[Saved entries]
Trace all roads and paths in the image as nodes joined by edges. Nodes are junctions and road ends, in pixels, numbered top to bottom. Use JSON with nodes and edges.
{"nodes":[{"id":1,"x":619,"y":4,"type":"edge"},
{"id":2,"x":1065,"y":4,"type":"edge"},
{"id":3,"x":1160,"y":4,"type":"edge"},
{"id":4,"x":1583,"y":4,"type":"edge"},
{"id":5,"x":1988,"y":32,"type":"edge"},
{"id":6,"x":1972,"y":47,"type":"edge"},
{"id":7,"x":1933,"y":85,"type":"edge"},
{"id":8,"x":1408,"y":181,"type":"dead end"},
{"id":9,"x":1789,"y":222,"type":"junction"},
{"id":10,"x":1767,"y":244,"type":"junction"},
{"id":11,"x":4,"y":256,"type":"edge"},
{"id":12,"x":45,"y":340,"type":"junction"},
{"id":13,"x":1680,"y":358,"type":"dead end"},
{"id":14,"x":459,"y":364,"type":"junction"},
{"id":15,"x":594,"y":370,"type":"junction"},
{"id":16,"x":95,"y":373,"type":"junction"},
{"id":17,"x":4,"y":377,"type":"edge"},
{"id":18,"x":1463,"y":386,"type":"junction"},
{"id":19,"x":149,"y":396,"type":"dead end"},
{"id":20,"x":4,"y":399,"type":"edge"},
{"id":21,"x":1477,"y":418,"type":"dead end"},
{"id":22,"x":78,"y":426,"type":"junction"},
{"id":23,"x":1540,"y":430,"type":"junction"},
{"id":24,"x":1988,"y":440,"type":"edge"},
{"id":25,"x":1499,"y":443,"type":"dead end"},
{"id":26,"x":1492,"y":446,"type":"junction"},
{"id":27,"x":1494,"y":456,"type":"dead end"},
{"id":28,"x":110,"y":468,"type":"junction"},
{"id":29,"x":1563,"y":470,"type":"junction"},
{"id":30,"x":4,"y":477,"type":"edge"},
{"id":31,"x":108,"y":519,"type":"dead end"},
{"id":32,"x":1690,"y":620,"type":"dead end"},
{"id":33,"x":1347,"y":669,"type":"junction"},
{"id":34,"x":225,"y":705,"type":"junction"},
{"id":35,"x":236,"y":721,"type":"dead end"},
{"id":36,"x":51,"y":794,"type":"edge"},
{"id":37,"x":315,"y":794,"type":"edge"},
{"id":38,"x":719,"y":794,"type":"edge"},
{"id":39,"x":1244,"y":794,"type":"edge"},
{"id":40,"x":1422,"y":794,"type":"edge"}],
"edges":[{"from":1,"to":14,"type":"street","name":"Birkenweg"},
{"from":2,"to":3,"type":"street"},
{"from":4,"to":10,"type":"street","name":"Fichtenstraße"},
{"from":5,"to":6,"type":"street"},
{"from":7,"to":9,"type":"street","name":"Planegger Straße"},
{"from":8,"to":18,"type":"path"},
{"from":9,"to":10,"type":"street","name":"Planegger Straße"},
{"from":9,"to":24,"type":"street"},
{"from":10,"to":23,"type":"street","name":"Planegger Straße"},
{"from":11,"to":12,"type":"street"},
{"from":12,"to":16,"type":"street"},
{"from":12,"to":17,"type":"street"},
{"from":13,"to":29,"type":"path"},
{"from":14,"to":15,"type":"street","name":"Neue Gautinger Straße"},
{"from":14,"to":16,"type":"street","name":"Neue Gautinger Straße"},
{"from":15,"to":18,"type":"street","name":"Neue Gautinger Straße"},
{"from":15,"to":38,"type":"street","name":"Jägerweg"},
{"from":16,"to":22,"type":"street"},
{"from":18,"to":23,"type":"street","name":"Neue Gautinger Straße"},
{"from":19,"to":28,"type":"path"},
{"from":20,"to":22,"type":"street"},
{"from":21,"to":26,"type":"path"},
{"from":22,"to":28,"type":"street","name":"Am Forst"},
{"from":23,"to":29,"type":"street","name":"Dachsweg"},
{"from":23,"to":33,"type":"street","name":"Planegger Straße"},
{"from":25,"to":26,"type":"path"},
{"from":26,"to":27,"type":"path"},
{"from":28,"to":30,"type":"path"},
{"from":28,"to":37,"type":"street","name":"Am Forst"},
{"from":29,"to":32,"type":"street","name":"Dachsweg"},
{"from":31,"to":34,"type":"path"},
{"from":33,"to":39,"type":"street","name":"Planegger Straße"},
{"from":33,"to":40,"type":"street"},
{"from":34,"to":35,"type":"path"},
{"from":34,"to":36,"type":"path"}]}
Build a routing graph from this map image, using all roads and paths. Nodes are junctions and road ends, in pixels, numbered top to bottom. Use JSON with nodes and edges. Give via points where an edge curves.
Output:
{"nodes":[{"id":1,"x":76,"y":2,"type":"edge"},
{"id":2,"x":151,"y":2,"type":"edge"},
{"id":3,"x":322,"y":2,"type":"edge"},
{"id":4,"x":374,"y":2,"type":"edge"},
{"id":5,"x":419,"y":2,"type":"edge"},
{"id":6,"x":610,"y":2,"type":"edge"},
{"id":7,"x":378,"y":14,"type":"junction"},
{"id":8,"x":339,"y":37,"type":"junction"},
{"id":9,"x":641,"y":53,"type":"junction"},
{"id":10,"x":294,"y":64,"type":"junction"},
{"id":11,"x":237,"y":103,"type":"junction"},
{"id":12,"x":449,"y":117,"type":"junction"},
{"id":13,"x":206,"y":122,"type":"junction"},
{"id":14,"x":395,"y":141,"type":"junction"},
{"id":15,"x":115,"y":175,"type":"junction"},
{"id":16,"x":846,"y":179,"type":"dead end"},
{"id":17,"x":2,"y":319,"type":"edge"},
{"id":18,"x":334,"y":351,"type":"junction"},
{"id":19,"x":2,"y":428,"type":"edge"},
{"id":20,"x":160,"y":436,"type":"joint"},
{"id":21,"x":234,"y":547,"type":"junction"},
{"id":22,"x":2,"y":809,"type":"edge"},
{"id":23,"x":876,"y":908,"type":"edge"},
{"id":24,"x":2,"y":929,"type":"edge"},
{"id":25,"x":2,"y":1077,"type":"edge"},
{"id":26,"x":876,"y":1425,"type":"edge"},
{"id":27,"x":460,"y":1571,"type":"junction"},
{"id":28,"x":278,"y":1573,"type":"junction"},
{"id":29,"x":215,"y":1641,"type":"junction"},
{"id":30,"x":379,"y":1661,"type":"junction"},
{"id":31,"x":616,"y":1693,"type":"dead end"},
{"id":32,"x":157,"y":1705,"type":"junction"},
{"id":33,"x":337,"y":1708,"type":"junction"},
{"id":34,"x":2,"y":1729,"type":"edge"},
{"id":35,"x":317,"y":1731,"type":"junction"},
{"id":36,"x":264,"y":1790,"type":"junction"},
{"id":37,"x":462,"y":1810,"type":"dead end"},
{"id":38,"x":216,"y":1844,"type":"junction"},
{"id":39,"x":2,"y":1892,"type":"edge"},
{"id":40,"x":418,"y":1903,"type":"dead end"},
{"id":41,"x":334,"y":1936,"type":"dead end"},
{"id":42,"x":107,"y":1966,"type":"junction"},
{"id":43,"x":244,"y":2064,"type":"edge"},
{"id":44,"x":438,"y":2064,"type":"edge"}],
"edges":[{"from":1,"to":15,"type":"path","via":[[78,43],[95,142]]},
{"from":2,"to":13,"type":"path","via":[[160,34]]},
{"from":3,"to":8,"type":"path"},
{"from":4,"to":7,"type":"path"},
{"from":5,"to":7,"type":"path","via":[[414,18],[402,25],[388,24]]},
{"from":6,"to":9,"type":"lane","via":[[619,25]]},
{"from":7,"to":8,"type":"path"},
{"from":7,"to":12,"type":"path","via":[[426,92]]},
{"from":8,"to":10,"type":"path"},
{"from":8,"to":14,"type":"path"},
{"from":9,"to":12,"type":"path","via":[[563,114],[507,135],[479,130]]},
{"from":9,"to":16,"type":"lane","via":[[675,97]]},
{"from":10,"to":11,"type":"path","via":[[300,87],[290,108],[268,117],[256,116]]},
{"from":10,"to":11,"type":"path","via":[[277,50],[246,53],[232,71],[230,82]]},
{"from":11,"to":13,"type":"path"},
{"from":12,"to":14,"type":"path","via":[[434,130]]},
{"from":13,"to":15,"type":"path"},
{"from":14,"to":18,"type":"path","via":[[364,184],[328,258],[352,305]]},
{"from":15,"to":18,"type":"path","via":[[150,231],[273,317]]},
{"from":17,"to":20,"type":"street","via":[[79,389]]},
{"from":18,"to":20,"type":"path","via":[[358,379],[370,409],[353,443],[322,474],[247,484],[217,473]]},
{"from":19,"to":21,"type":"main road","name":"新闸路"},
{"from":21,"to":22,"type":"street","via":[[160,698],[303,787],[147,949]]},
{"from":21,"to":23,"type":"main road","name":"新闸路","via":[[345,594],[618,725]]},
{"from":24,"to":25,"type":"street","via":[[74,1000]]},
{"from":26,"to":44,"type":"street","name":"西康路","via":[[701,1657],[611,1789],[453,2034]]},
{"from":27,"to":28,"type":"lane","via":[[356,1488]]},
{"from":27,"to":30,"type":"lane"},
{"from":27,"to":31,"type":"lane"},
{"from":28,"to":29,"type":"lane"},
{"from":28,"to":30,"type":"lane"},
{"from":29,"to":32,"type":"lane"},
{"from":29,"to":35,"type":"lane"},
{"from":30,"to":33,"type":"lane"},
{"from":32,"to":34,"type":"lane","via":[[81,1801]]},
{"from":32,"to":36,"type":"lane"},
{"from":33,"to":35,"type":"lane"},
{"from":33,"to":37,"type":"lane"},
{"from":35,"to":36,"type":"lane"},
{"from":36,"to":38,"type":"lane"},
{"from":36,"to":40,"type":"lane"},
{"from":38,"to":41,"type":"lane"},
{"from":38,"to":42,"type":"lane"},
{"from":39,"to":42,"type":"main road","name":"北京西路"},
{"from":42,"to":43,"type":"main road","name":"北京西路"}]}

_Work request_
Find and copy every line in the entries above where the string "paths" occurs.

_Problem solution_
Trace all roads and paths in the image as nodes joined by edges. Nodes are junctions and road ends, in pixels, numbered top to bottom. Use JSON with nodes and edges.
Build a routing graph from this map image, using all roads and paths. Nodes are junctions and road ends, in pixels, numbered top to bottom. Use JSON with nodes and edges. Give via points where an edge curves.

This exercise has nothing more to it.